Geography, asked by krishsakhuja, 10 months ago

five types of industrial pollution and the solution to remove these pollutants from the enviorment. (Pls explain)

Answers

Answered by aryankunjir7
3

Answer:

Industrial pollution has adversely affected biodiversity for the last two centuries and continues to increase globally. The effect most closely correlated with loss of ecosystem services is toxification of environmental sites, whereby the organisms living in the ecosystem are damaged because of the poisonous nature of many pollutants. As many toxicants (poisonous materials) can act even with very minimal exposure, it is almost impossible and economically infeasible to remove dissolute pollution from the environment with modern technical methods. Only spatially and temporally concentrated pollution can be retracted effectively by anthropogenic efforts, and such methods are already in use in such projects as the U.S. Superfund, a program implemented by the U.S. Environmental Protection Agency (EPA) to contain hazardous pollution and restore polluted sites. Any dissolute pollution (pollution present in low concentrations in aquatic systems) cannot be removed efficiently by human efforts since such large areas are affected and must therefore be removed through natural biodegradation.
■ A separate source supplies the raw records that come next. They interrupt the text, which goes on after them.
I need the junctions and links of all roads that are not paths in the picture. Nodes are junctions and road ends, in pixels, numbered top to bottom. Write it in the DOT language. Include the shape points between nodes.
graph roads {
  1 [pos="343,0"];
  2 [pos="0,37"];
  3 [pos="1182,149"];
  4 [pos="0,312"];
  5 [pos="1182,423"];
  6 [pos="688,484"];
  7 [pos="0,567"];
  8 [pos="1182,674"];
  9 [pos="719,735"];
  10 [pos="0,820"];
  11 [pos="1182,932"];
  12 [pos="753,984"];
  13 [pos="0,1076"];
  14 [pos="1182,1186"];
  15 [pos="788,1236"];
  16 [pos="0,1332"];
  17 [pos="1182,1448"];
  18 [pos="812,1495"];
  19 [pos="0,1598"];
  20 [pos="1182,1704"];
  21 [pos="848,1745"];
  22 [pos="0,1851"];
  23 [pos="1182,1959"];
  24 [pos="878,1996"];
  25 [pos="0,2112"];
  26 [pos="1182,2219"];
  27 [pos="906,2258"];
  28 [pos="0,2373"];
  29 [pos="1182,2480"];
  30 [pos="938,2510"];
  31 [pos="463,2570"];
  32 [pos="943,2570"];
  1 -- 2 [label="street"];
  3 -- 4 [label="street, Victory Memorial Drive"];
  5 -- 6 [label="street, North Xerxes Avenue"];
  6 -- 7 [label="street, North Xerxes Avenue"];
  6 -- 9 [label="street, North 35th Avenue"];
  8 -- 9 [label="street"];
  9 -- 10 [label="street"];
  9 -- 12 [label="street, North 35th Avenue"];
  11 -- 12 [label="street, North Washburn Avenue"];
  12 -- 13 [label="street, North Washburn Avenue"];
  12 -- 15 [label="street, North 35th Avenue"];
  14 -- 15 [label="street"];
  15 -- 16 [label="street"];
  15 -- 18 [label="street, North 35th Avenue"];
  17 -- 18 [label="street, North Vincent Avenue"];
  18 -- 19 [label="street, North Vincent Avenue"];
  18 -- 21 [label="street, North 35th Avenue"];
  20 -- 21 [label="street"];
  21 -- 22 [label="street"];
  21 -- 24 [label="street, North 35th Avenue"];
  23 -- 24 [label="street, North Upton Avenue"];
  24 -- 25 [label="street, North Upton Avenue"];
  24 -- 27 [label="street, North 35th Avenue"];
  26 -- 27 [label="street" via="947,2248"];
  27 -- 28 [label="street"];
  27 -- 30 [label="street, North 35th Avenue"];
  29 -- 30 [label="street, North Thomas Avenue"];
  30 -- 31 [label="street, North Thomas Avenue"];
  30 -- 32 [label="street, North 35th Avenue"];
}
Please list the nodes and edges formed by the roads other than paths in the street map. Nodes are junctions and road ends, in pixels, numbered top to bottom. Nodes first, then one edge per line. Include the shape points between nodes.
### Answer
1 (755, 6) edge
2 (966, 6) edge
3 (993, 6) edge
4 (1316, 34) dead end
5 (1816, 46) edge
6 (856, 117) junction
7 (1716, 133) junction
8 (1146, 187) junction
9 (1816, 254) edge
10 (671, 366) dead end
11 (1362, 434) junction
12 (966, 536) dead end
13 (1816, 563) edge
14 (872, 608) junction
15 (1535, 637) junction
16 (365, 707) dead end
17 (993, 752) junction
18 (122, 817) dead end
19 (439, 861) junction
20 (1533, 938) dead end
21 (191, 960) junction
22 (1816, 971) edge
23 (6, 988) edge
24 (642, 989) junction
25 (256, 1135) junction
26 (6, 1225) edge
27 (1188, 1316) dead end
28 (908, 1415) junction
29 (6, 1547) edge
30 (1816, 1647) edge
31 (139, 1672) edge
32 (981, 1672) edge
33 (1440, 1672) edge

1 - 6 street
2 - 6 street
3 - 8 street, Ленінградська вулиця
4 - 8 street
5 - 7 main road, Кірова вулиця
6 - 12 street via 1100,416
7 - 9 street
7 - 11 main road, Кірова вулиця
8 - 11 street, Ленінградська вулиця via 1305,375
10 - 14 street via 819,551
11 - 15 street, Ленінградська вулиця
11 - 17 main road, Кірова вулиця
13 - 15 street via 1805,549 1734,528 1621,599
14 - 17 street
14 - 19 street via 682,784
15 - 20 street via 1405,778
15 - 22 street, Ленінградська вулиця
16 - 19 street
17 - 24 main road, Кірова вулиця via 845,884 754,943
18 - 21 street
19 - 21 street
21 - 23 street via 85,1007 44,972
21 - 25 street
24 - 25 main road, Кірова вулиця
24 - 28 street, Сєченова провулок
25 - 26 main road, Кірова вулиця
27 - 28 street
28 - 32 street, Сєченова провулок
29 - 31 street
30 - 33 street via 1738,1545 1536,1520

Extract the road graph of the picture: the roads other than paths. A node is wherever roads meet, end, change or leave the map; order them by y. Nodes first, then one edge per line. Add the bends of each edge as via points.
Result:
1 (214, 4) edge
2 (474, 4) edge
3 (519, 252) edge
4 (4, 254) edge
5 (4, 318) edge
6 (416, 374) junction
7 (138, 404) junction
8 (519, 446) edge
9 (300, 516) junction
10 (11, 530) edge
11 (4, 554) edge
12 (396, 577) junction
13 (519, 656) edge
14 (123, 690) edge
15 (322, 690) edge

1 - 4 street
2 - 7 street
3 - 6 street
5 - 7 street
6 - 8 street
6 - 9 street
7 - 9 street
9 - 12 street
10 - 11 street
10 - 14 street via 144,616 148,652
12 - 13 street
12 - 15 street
The only way to restore biodiversity to areas affected by dissolute pollution is to remove the sources of pollution, make sure that toxic buildups can be naturally removed through chemical, physical and biological processes (Alexander, 2000) and ensure that pollution-intolerant organisms have access to recolonize the area. The process, especially of the last two steps, is very time-consuming; it may take 10 to 50 years to increase biodiversity in the system and rebuild ecosystem services (Langford et al., 2010), as evidenced from cleanup efforts in the U.S. and the U.K.